= Instructions to follow =
Across the listing, tally the lines in which the word "Switzer" occurs, then report the tally alone.

= Data for processing =
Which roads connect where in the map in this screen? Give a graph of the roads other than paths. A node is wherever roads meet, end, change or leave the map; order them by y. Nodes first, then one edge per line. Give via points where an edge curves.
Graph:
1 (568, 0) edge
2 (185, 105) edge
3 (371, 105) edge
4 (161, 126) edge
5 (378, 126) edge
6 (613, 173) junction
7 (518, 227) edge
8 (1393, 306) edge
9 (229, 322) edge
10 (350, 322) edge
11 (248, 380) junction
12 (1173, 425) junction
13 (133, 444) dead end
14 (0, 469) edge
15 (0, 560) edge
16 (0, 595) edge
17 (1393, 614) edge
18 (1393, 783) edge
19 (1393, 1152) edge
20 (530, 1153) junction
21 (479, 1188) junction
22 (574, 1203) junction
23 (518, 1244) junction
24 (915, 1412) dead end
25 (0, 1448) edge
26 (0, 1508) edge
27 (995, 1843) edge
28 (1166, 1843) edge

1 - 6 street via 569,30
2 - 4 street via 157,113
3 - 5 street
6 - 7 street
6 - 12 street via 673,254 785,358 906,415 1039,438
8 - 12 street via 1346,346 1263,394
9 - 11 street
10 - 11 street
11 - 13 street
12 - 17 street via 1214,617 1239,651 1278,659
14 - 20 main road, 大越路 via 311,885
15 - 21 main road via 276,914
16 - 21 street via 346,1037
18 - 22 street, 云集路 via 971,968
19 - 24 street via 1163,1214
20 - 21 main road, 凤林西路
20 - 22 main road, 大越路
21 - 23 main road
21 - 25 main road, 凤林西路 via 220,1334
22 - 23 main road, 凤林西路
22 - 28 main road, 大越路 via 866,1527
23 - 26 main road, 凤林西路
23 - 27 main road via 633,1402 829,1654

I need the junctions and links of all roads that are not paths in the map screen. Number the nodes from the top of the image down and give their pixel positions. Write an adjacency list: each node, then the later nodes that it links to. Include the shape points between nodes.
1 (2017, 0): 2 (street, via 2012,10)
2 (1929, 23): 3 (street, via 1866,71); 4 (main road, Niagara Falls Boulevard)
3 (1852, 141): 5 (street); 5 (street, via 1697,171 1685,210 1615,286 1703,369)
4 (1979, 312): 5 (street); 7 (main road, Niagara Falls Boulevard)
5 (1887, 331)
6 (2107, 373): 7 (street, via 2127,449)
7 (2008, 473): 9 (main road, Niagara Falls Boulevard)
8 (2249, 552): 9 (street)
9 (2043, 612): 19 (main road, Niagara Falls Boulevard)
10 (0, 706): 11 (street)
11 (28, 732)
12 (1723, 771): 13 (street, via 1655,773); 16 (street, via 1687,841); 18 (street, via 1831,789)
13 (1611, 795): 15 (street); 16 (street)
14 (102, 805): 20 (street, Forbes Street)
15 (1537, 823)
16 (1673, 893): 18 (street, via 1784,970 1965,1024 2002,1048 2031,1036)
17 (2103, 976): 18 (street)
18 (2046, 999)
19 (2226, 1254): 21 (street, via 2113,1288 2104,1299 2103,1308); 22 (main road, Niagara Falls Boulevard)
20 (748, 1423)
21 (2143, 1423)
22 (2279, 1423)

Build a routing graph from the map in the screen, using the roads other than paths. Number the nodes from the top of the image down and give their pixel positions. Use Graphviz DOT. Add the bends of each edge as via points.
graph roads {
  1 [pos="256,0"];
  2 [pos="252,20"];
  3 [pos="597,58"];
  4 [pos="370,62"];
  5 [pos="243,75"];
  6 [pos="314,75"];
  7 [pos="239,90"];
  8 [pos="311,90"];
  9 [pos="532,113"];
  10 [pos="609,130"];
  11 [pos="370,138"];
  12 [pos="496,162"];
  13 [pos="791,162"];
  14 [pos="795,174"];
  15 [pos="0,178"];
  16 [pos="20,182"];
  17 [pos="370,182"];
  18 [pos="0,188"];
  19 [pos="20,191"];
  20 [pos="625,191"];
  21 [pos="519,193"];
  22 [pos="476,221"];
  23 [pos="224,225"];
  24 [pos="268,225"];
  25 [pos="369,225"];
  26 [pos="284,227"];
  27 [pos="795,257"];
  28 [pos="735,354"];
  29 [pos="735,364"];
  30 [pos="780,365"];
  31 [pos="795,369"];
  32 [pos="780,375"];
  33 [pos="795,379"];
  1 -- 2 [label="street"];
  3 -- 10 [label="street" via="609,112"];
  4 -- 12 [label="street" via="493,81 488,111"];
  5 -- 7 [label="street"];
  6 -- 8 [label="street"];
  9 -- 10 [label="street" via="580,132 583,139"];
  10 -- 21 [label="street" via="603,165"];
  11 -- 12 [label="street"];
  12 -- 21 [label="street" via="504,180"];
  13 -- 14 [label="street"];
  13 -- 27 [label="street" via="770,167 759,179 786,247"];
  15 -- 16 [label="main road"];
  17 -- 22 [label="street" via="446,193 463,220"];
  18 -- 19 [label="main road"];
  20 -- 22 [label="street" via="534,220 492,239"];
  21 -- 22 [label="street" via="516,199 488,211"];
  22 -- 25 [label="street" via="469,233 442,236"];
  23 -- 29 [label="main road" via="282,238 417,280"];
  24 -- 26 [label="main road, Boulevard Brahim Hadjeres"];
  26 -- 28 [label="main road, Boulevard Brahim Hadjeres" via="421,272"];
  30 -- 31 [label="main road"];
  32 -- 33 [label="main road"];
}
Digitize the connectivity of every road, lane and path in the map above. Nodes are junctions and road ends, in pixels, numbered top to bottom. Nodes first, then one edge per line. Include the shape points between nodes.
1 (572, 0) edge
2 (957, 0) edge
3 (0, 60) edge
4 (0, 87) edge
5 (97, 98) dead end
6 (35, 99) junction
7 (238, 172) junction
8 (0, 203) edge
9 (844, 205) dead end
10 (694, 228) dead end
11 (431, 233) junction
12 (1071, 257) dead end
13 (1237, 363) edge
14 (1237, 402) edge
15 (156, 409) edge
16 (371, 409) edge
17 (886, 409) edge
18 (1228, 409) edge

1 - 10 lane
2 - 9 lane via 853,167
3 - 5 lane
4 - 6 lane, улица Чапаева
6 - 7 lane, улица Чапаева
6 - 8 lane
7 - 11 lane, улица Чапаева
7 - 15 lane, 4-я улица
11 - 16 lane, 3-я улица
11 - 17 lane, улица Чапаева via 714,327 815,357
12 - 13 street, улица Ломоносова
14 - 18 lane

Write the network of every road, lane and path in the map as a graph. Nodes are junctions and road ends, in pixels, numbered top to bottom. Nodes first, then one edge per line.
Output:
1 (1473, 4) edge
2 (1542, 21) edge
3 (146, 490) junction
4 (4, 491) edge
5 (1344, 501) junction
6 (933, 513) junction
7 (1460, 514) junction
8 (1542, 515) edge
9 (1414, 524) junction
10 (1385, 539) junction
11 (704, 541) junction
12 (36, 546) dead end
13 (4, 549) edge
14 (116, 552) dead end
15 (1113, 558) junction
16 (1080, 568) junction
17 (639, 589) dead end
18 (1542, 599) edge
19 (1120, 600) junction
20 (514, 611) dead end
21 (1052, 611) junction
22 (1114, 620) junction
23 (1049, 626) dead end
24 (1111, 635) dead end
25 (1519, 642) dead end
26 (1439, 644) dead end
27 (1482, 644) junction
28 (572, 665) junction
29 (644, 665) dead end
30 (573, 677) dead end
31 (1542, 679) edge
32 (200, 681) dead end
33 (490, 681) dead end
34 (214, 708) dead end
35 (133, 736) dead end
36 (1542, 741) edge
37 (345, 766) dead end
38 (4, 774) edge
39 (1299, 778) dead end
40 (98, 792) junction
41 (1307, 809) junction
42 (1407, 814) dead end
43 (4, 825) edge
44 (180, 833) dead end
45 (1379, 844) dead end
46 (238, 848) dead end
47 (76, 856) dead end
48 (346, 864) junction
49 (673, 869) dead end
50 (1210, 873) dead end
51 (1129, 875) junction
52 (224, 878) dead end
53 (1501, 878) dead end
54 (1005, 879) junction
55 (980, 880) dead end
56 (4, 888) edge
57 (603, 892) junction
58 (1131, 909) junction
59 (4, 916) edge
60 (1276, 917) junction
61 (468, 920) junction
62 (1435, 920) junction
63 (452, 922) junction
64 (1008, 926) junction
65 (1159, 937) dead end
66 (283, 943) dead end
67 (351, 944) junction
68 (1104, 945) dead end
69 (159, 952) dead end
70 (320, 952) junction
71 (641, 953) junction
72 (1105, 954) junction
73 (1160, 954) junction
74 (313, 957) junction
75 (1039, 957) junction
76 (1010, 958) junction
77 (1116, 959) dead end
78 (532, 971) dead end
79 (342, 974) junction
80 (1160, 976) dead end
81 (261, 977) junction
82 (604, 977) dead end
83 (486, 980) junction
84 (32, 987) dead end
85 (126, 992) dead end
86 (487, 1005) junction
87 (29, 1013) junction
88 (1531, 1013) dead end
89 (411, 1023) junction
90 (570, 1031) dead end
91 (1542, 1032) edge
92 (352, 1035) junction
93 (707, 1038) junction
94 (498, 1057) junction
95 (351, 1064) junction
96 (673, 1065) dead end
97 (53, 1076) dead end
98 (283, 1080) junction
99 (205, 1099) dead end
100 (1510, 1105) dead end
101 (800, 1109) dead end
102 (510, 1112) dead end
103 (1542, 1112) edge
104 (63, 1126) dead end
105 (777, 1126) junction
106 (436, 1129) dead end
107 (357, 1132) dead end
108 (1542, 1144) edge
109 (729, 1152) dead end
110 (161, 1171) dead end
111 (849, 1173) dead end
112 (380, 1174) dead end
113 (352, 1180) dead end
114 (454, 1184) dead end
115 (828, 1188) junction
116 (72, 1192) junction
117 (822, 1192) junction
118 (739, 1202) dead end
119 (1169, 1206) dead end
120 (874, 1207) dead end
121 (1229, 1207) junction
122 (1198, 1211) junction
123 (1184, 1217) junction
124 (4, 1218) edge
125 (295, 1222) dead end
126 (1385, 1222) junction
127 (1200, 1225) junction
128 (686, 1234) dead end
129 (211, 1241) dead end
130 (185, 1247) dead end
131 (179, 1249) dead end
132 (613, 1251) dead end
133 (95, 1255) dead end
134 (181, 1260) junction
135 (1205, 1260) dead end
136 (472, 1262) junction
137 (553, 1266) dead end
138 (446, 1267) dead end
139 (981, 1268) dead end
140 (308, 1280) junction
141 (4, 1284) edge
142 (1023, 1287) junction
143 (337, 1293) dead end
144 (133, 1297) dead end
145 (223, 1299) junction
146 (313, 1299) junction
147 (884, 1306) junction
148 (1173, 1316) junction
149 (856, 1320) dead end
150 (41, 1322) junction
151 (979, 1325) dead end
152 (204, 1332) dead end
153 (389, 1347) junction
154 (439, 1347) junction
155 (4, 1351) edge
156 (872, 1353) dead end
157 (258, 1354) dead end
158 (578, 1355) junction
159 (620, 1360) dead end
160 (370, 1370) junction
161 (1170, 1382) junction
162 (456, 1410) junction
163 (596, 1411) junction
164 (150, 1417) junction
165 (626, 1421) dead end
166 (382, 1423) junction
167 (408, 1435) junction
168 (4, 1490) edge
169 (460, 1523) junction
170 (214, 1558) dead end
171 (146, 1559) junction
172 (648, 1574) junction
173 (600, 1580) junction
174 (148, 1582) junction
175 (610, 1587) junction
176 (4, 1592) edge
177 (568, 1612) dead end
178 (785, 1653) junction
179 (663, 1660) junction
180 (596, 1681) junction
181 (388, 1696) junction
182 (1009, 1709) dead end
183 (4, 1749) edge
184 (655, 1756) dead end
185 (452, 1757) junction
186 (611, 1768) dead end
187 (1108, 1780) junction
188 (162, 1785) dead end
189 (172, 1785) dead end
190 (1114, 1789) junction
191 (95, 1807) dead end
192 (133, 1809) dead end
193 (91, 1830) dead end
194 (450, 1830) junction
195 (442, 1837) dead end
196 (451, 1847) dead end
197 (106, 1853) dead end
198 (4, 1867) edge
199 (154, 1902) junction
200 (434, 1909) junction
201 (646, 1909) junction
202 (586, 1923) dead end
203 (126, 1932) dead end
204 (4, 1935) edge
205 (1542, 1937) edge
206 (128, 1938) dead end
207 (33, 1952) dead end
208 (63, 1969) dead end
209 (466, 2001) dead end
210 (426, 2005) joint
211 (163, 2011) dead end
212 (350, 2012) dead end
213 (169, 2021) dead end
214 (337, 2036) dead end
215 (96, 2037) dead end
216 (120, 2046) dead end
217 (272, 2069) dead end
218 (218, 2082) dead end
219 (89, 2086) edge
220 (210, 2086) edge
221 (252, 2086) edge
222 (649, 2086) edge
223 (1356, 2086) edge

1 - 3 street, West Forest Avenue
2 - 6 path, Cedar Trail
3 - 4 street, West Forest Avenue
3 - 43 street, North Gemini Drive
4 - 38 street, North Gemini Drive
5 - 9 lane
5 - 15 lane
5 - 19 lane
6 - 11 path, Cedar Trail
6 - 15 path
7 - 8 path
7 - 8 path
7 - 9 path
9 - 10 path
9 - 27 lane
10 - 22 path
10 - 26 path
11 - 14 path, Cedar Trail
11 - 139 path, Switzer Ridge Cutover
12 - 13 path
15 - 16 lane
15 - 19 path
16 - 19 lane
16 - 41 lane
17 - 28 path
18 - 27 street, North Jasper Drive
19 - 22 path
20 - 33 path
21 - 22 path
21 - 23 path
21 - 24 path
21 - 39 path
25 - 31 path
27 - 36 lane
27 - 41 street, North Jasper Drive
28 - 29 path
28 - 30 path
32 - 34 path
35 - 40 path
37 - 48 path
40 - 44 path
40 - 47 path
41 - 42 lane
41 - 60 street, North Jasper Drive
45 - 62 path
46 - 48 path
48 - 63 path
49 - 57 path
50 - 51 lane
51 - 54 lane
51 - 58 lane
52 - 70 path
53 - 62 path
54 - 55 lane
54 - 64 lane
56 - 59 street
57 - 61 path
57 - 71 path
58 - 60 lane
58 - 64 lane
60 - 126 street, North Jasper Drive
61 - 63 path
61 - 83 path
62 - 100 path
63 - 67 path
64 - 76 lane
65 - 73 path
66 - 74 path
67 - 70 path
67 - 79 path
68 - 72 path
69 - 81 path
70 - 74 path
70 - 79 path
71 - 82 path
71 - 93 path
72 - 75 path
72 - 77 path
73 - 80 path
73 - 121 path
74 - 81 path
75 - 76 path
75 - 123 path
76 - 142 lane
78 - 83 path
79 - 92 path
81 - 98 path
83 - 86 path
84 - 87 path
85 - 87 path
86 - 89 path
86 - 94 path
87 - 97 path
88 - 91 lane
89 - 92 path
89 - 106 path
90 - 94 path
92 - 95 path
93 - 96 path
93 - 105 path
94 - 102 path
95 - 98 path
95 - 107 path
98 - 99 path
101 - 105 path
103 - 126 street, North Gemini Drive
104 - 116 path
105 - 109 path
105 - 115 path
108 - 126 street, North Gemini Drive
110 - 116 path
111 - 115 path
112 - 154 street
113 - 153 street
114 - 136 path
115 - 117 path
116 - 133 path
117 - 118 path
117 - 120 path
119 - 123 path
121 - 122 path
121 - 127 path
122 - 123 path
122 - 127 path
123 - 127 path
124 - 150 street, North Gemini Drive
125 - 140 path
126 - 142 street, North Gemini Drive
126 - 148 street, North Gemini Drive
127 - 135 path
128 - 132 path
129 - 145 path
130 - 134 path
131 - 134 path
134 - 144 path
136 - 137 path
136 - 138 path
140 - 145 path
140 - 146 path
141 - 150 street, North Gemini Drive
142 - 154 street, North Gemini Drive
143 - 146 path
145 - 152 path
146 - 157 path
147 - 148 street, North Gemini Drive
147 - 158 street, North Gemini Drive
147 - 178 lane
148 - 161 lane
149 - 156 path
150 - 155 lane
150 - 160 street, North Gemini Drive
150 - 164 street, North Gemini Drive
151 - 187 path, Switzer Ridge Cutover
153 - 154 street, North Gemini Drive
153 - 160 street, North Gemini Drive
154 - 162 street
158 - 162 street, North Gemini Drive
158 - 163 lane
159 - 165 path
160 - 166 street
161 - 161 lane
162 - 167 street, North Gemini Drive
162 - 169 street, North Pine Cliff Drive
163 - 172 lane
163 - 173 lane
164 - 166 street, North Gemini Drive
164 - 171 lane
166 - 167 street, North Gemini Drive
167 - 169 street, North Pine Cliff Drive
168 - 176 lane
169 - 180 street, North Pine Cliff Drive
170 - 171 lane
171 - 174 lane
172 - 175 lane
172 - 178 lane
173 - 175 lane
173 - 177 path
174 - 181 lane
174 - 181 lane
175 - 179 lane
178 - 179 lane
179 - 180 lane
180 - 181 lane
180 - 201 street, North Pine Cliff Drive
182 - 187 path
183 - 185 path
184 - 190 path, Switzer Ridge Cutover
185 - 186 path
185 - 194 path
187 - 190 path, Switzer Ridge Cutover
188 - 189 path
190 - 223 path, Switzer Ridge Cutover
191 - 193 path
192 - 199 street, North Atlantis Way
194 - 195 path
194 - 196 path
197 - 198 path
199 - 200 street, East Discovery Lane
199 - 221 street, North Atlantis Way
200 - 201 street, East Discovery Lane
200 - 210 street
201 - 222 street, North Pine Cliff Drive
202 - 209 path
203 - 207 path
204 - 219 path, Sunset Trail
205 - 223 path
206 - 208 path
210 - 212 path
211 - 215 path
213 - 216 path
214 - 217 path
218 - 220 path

= Final answer =
5